= Data extract =
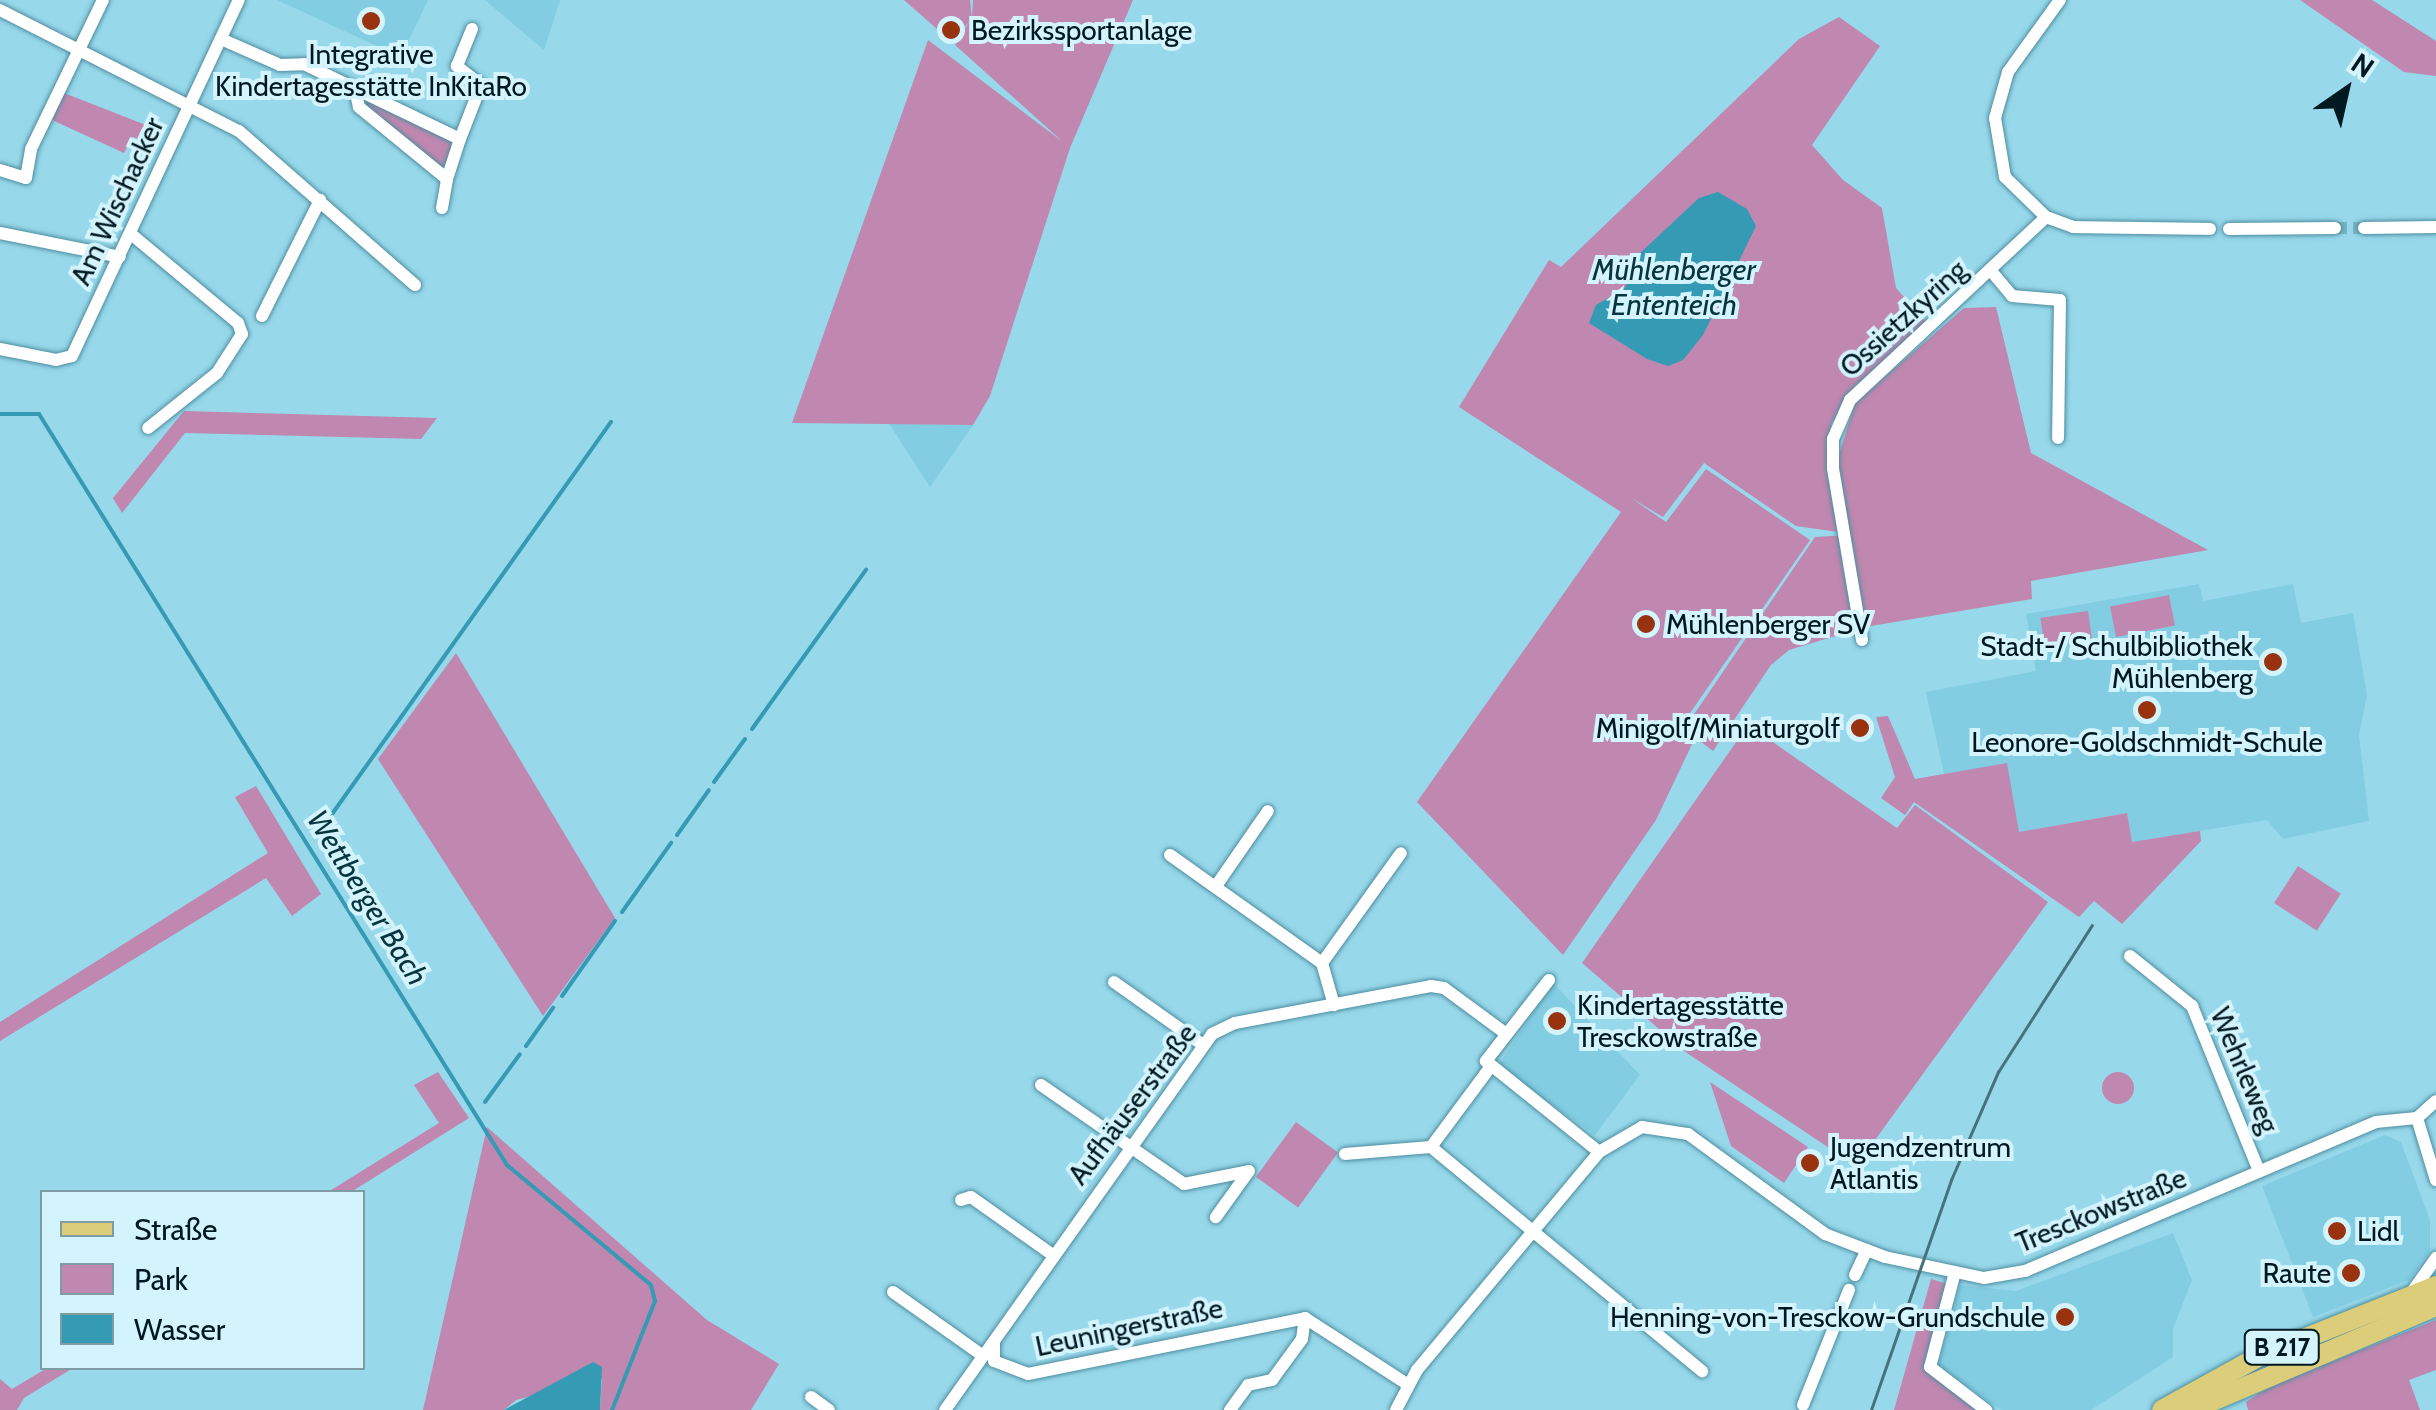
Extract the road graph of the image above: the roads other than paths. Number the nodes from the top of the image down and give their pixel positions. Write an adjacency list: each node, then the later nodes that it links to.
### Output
1 (103, 0): 7 (street)
2 (239, 0): 6 (street, Am Wischacker)
3 (2060, 0): 15 (street)
4 (0, 10): 7 (street)
5 (472, 29): 10 (street)
6 (222, 38): 8 (street); 9 (street, Am Wischacker)
7 (80, 50): 9 (street); 11 (street)
8 (355, 90): 10 (street); 12 (street)
9 (190, 105): 13 (street); 22 (street, Am Wischacker)
10 (460, 139): 12 (street)
11 (0, 170)
12 (447, 179): 14 (street)
13 (320, 200): 25 (street); 26 (street)
14 (442, 208)
15 (2046, 217): 19 (street); 24 (street, Ossietzkyring)
16 (2436, 227): 18 (street)
17 (2334, 228): 20 (street)
18 (2364, 228)
19 (2210, 229)
20 (2228, 229)
21 (0, 233): 23 (street)
22 (131, 234): 23 (street, Am Wischacker); 28 (street)
23 (120, 257): 27 (street, Am Wischacker)
24 (1992, 272): 29 (street); 30 (street, Ossietzkyring)
25 (415, 285)
26 (262, 316)
27 (0, 349)
28 (148, 428)
29 (2058, 438)
30 (1862, 640)
31 (1268, 811): 34 (street)
32 (1401, 854): 36 (street)
33 (1170, 855): 34 (street)
34 (1216, 886): 36 (street)
35 (2130, 956): 50 (street, Wehrleweg)
36 (1322, 963): 39 (street)
37 (1549, 980): 40 (street)
38 (1114, 982): 41 (street)
39 (1334, 1005): 40 (street, Aufhäuserstraße); 41 (street, Aufhäuserstraße)
40 (1506, 1033): 42 (street)
41 (1203, 1044): 46 (street, Aufhäuserstraße)
42 (1489, 1069): 47 (street); 48 (street)
43 (1041, 1084): 46 (street)
44 (2436, 1101): 45 (street)
45 (2416, 1118): 50 (street, Tresckowstraße); 51 (street)
46 (1129, 1147): 53 (street); 56 (street, Aufhäuserstraße)
47 (1431, 1147): 49 (street); 54 (street)
48 (1600, 1152): 54 (street, Tresckowstraße); 55 (street, Tresckowstraße)
49 (1345, 1154)
50 (2259, 1171): 58 (street, Tresckowstraße)
51 (2436, 1180)
52 (961, 1200): 56 (street)
53 (1216, 1217)
54 (1537, 1228): 68 (street); 69 (street, Tresckowstraße)
55 (1866, 1251): 58 (street, Tresckowstraße); 59 (street)
56 (1053, 1255): 66 (street, Aufhäuserstraße)
57 (2436, 1258): 63 (street)
58 (1954, 1272): 76 (street)
59 (1855, 1274)
60 (2436, 1286): 63 (main road, B 217)
61 (1848, 1290): 71 (street)
62 (894, 1292): 67 (street)
63 (2408, 1297): 77 (main road, B 217)
64 (2436, 1306): 78 (main road, B 217)
65 (1306, 1318): 66 (street, Leuningerstraße); 69 (street); 74 (street)
66 (997, 1335): 67 (street, Aufhäuserstraße)
67 (983, 1356): 73 (street, Aufhäuserstraße)
68 (1702, 1370)
69 (1407, 1384): 75 (street, Tresckowstraße)
70 (811, 1397): 72 (street)
71 (1803, 1404)
72 (829, 1410)
73 (945, 1410)
74 (1230, 1410)
75 (1396, 1410)
76 (1986, 1410)
77 (2162, 1410)
78 (2191, 1410)

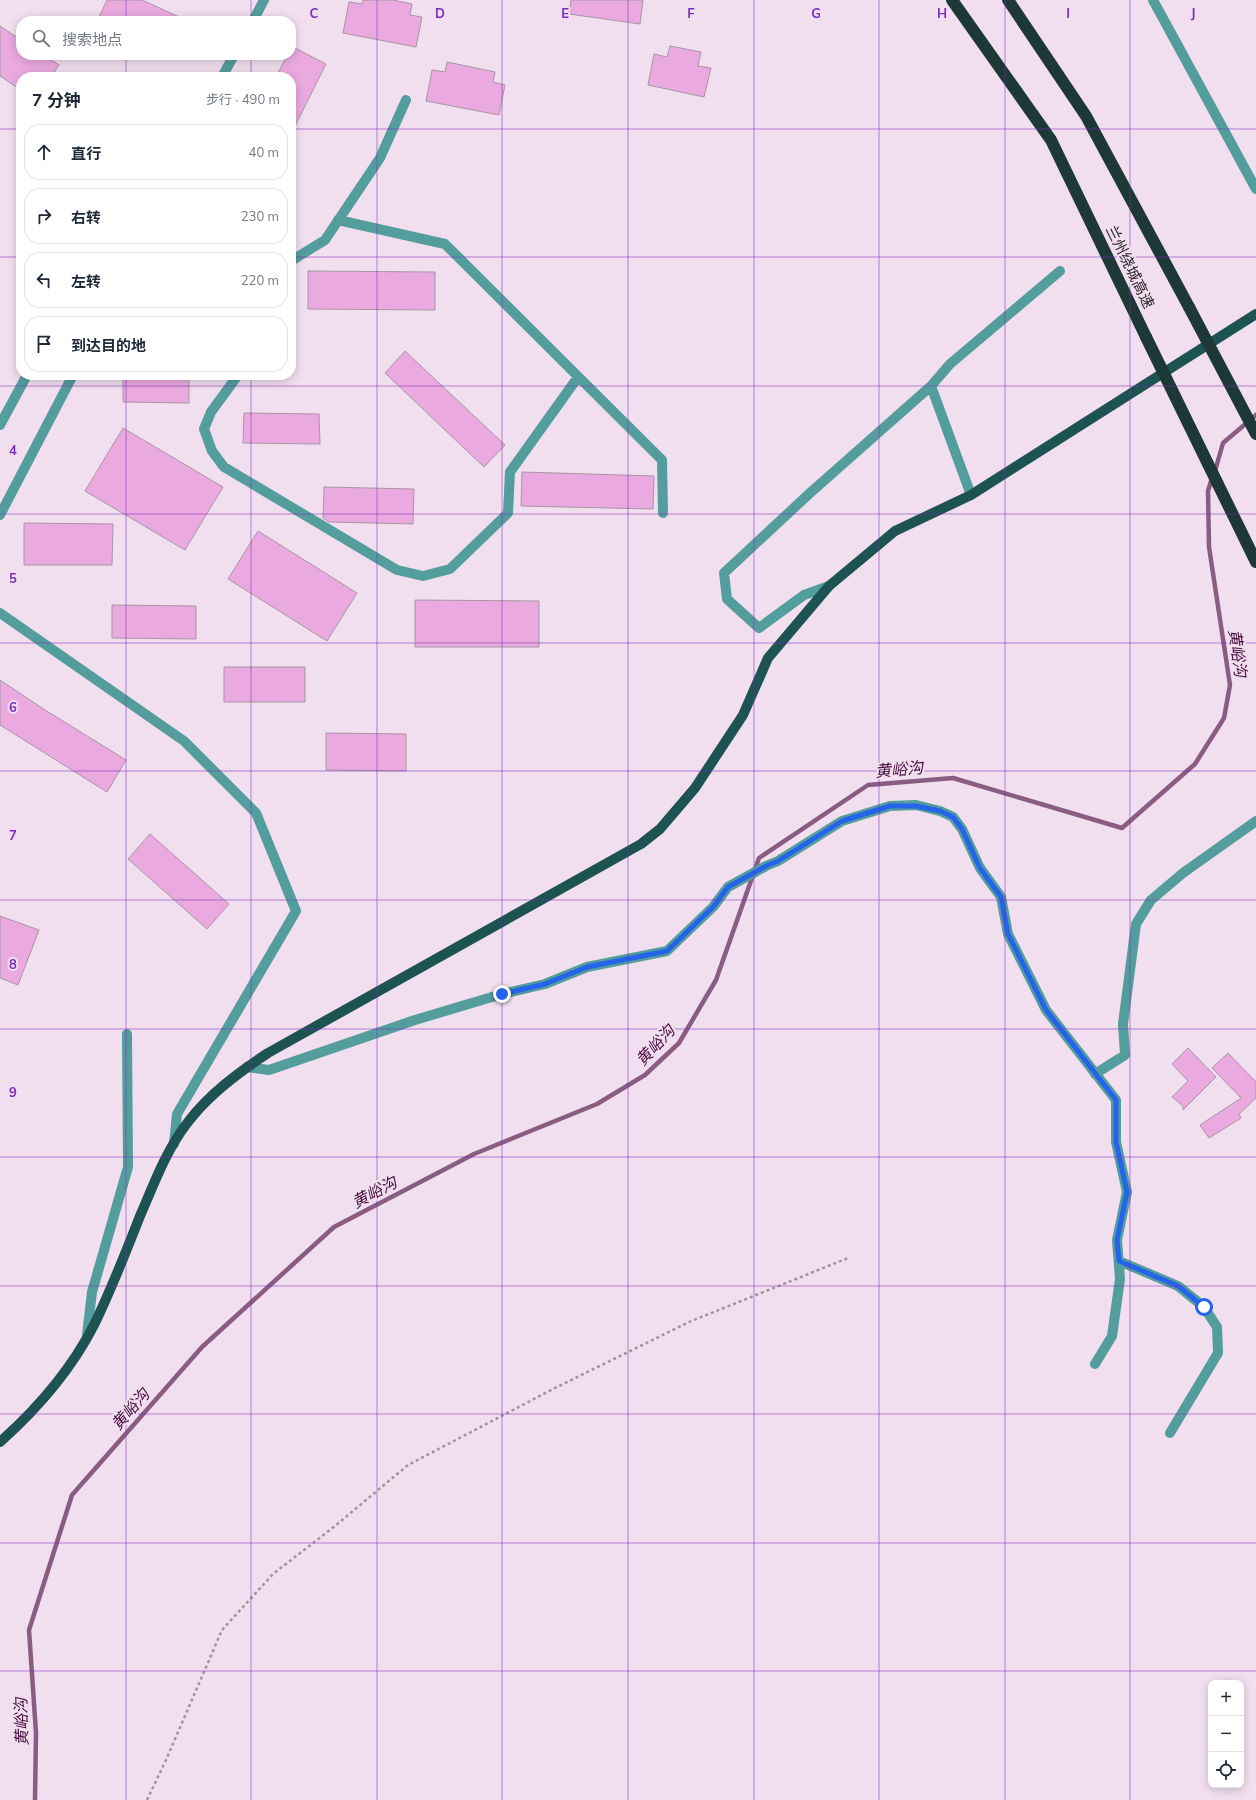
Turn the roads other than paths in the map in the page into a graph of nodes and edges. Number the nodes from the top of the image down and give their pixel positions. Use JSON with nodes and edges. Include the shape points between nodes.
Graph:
{"nodes":[{"id":1,"x":264,"y":0,"type":"edge"},
{"id":2,"x":952,"y":0,"type":"edge"},
{"id":3,"x":1008,"y":0,"type":"edge"},
{"id":4,"x":1153,"y":0,"type":"edge"},
{"id":5,"x":256,"y":16,"type":"edge"},
{"id":6,"x":231,"y":60,"type":"edge"},
{"id":7,"x":225,"y":72,"type":"edge"},
{"id":8,"x":406,"y":100,"type":"dead end"},
{"id":9,"x":1256,"y":189,"type":"edge"},
{"id":10,"x":338,"y":220,"type":"junction"},
{"id":11,"x":296,"y":258,"type":"edge"},
{"id":12,"x":1060,"y":270,"type":"dead end"},
{"id":13,"x":1256,"y":314,"type":"edge"},
{"id":14,"x":578,"y":377,"type":"junction"},
{"id":15,"x":24,"y":380,"type":"edge"},
{"id":16,"x":70,"y":380,"type":"edge"},
{"id":17,"x":234,"y":380,"type":"edge"},
{"id":18,"x":931,"y":386,"type":"junction"},
{"id":19,"x":0,"y":425,"type":"edge"},
{"id":20,"x":1256,"y":434,"type":"edge"},
{"id":21,"x":971,"y":495,"type":"junction"},
{"id":22,"x":663,"y":513,"type":"dead end"},
{"id":23,"x":0,"y":515,"type":"edge"},
{"id":24,"x":1256,"y":562,"type":"edge"},
{"id":25,"x":829,"y":586,"type":"junction"},
{"id":26,"x":0,"y":613,"type":"edge"},
{"id":27,"x":1256,"y":821,"type":"edge"},
{"id":28,"x":127,"y":1034,"type":"dead end"},
{"id":29,"x":247,"y":1067,"type":"junction"},
{"id":30,"x":1096,"y":1074,"type":"junction"},
{"id":31,"x":174,"y":1144,"type":"junction"},
{"id":32,"x":1119,"y":1261,"type":"junction"},
{"id":33,"x":87,"y":1335,"type":"junction"},
{"id":34,"x":1095,"y":1364,"type":"dead end"},
{"id":35,"x":1170,"y":1433,"type":"dead end"},
{"id":36,"x":0,"y":1442,"type":"edge"}],
"edges":[{"from":1,"to":5,"type":"street"},
{"from":2,"to":24,"type":"highway","name":"兰州绕城高速","bridge":true,"via":[[1051,140]]},
{"from":3,"to":20,"type":"highway","name":"兰州绕城高速","bridge":true,"via":[[1086,116]]},
{"from":4,"to":9,"type":"street"},
{"from":6,"to":7,"type":"street"},
{"from":8,"to":10,"type":"street","via":[[380,158]]},
{"from":10,"to":11,"type":"street","via":[[325,240]]},
{"from":10,"to":14,"type":"street","via":[[445,244]]},
{"from":12,"to":18,"type":"street","via":[[950,364]]},
{"from":13,"to":21,"type":"main road"},
{"from":14,"to":17,"type":"street","via":[[510,472],[508,513],[450,569],[423,576],[397,570],[224,466],[212,451],[204,429],[211,412]]},
{"from":14,"to":22,"type":"street","via":[[662,460]]},
{"from":15,"to":19,"type":"street"},
{"from":16,"to":23,"type":"street"},
{"from":18,"to":21,"type":"street"},
{"from":18,"to":25,"type":"street","via":[[724,573],[727,599],[759,628],[804,595]]},
{"from":21,"to":25,"type":"main road","via":[[895,530]]},
{"from":25,"to":29,"type":"main road","via":[[768,658],[744,715],[695,788],[660,829],[613,860]]},
{"from":26,"to":31,"type":"street","via":[[184,741],[256,813],[296,911],[177,1114]]},
{"from":27,"to":30,"type":"street","via":[[1183,873],[1151,900],[1136,924],[1123,1024],[1125,1055]]},
{"from":28,"to":33,"type":"street","via":[[128,1167],[92,1292]]},
{"from":29,"to":30,"type":"street","via":[[269,1070],[415,1020],[545,984],[587,967],[667,951],[713,907],[728,887],[778,861],[842,821],[890,806],[916,806],[940,811],[953,817],[962,829],[980,868],[1001,897],[1008,934],[1046,1010]]},
{"from":29,"to":31,"type":"main road","via":[[205,1103],[188,1122]]},
{"from":30,"to":32,"type":"street","via":[[1116,1100],[1116,1142],[1127,1192],[1117,1240]]},
{"from":31,"to":33,"type":"main road"},
{"from":32,"to":34,"type":"street","via":[[1120,1279],[1112,1336]]},
{"from":32,"to":35,"type":"street","via":[[1178,1286],[1204,1307],[1217,1327],[1218,1353]]},
{"from":33,"to":36,"type":"main road","via":[[51,1390]]}]}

= Task to complete =
Where does the word "nodes" occur in the data? Copy every line that has it.

= Solved exercise =
Extract the road graph of the image above: the roads other than paths. Number the nodes from the top of the image down and give their pixel positions. Write an adjacency list: each node, then the later nodes that it links to.
Turn the roads other than paths in the map in the page into a graph of nodes and edges. Number the nodes from the top of the image down and give their pixel positions. Use JSON with nodes and edges. Include the shape points between nodes.
{"nodes":[{"id":1,"x":264,"y":0,"type":"edge"},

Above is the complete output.